POLITICS

Of 'pata potea' card tricks and the succession game

These games show us, the voters, that we don’t have a say in who becomes president.

In Summary
  • The real choice will be made in the proverbial smoke-filled back rooms and we will be presented with it as a fait accompli.
  • The real trickery however, is in the succession game that is currently being played out, amidst all the theft of public money and resources.
Crowd gathers around a group selling coupons and offer tickets on Moi Avenue
Crowd gathers around a group selling coupons and offer tickets on Moi Avenue
Image: COURTESY
Kenyans still show up to vote, but often see the process of democracy as abstract performance art.”
Writer and thinker Nanjala Nyabola

The three card trick, also known as pata potea, has been a classic scam on the streets of Nairobi for as long as people have been gullible.

Despite this fact, or perhaps because as King Kaka famously said, “Wajinga Nyinyi,” people continue to lose their money to the street corner tricksters.

Ordinarily with pata potea, three cards are shown. Typically a red queen and two black cards. The cards are placed face down on the table and the spectator is asked to find the lady. Each time the cards are mixed up the spectator is asked where the red queen is, each time the spectator is wrong.

Occasionally to demonstrate that luck can change, the dealer will have an accomplice in the crowd, who pretends to be just another bystander.

When the accomplice is called upon and wins a couple of rounds for show, the marks in the crowd think to themselves, they can make it too. A fool and his money, as the saying goes, are soon parted.

Whenever I think of Kenyan electoral politics, the phrase pata potea and the whole three card trick comes to mind.

In the words of the Kenyan writer and thinker Nanjala Nyabola: “Kenyans still show up to vote, but often see the process of democracy as abstract performance art.”

We like to think that because we have the vote, we have a real say in the governance of our country and its affairs, but in actual fact more often than not we are gullible punters trying to win at a game that appears to be permanently rigged against us.

When we vote we think, tumepata, but sure enough we find tumepoteza, and lo and behold it was all a get rich quick scheme.

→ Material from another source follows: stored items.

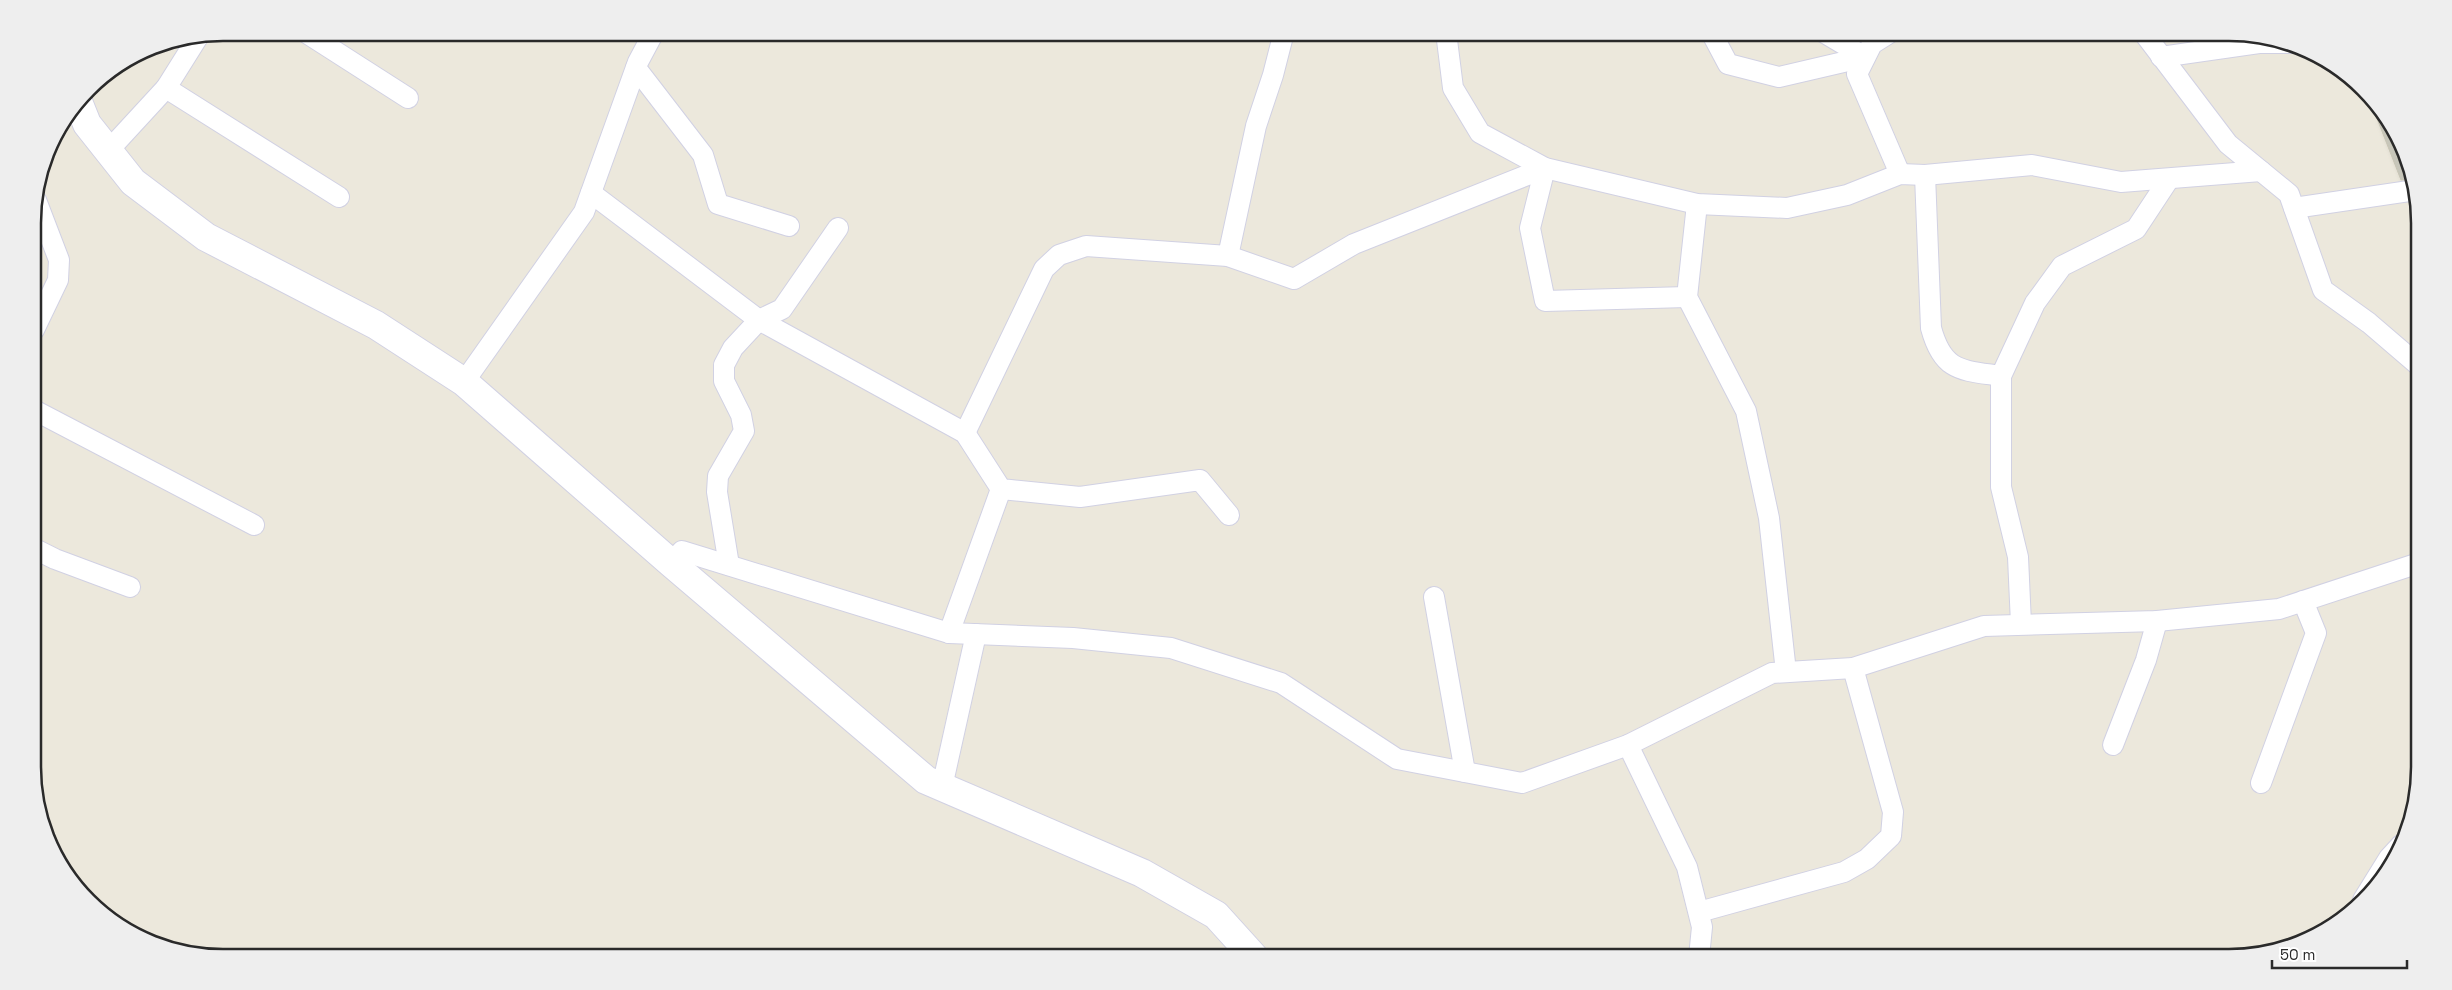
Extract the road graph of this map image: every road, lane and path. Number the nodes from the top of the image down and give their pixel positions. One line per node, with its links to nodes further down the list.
1 (319, 41): 15 (street)
2 (650, 41): 13 (street)
3 (1282, 41): 31 (street)
4 (1447, 41): 18 (street)
5 (1716, 41): 11 (street)
6 (1838, 41): 11 (street)
7 (1877, 41): 11 (street)
8 (2149, 41): 12 (street)
9 (2256, 43): 12 (street)
10 (194, 44): 14 (street)
11 (1865, 57): 20 (street)
12 (2161, 57): 19 (street)
13 (636, 68): 24 (street); 29 (street)
14 (166, 88): 17 (street); 25 (street)
15 (408, 98)
16 (81, 109): 17 (street)
17 (108, 151): 37 (street)
18 (1545, 168): 26 (street); 31 (street); 32 (street)
19 (2261, 171): 22 (street); 27 (street)
20 (1900, 174): 21 (street); 26 (street)
21 (1925, 175): 22 (street); 36 (street)
22 (2170, 179): 36 (street)
23 (2408, 191): 27 (street)
24 (591, 193): 34 (street); 37 (street)
25 (339, 197)
26 (1697, 204): 32 (street)
27 (2294, 208): 35 (street)
28 (42, 215): 33 (street)
29 (789, 226)
30 (838, 228): 34 (street)
31 (1228, 256): 39 (street)
32 (1687, 297): 55 (street)
33 (41, 315)
34 (759, 320): 39 (street); 45 (street)
35 (2411, 359)
36 (2001, 376): 51 (street)
37 (464, 382): 44 (street)
38 (41, 414): 42 (street)
39 (965, 433): 40 (street)
40 (1001, 489): 41 (street); 52 (street)
41 (1229, 515)
42 (254, 525)
43 (41, 552): 47 (street)
44 (671, 563): 45 (street); 60 (street)
45 (729, 565): 52 (street)
46 (2411, 566): 49 (street)
47 (130, 587)
48 (1434, 597): 58 (street)
49 (2303, 601): 50 (street); 59 (street)
50 (2158, 622): 51 (street); 57 (street)
51 (2021, 624): 54 (street)
52 (949, 633): 53 (street)
53 (976, 634): 58 (street); 60 (street)
54 (1853, 668): 55 (street); 61 (street)
55 (1786, 672): 56 (street)
56 (1628, 745): 58 (street); 61 (street)
57 (2112, 745)
58 (1465, 772)
59 (2260, 783)
60 (942, 787): 62 (street)
61 (1698, 912): 63 (street)
62 (1247, 949)
63 (1700, 949)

In President Uhuru Kenyatta’s game while everyone was focussed on the Ruto card he shuffled in the Raila Odinga and BBI cards to throw people off the scent. Since then other names such as Fred Matiang’i, Peter Kenneth and Mukhisa Kituyi get shown face up in the deck of cards to show the public that there are other outcomes they could consider in the game.

The real trickery however, is in the succession game that is currently being played out, amidst all the theft of public money and resources.

This is where the “pick a card, any card” comes into play.

Back when UhuRuto was still a thing we were programmed to believe that Deputy President William Ruto would automatically become president after President Uhuru Kenyatta’s term ended. Because of course, no matter how much we vote, we really have no say.

Then came that handshake and the games began in earnest. We’ve been here before of course.

The Jomo Kenyatta succession took about 15 years to sort out. Jaramogi was shunted aside from the beginning, Moi came along but nobody thought he would last, everyone was focussed on Tom Mboya.

And then that shot rang out on Government Road and changed everything.  But still Moi seemed like such a no hoper for the succession and those who did think about him, referred to him as a passing cloud. We all saw how that played out.

In the Moi succession, everyone knew a game was afoot when Saitoti was cast aside for 18 months after the 1997 election. Moi seemed to be test driving some of the younger members of his cabinet.

At one point even the placid Katana Ngala was being whispered about as a potential successor. Then came the Kasarani kiserani that changed everything.

In President Uhuru Kenyatta’s game while everyone was focussed on the Ruto card he shuffled in the Raila Odinga and BBI cards to throw people off the scent.

Since then other names such as Fred Matiang’i, Peter Kenneth and Mukhisa Kituyi get shown face up in the deck of cards to show the public that there are other outcomes they could consider in the game.

These games are being played almost as though to show us, the voters, that we don’t have a say in who becomes president. The real choice will be made in the proverbial smoke-filled back rooms and we will be presented with it as a fait accompli.

Of course we could take control and upset the card table and make our own choice, but that’s too much work, isn’t it.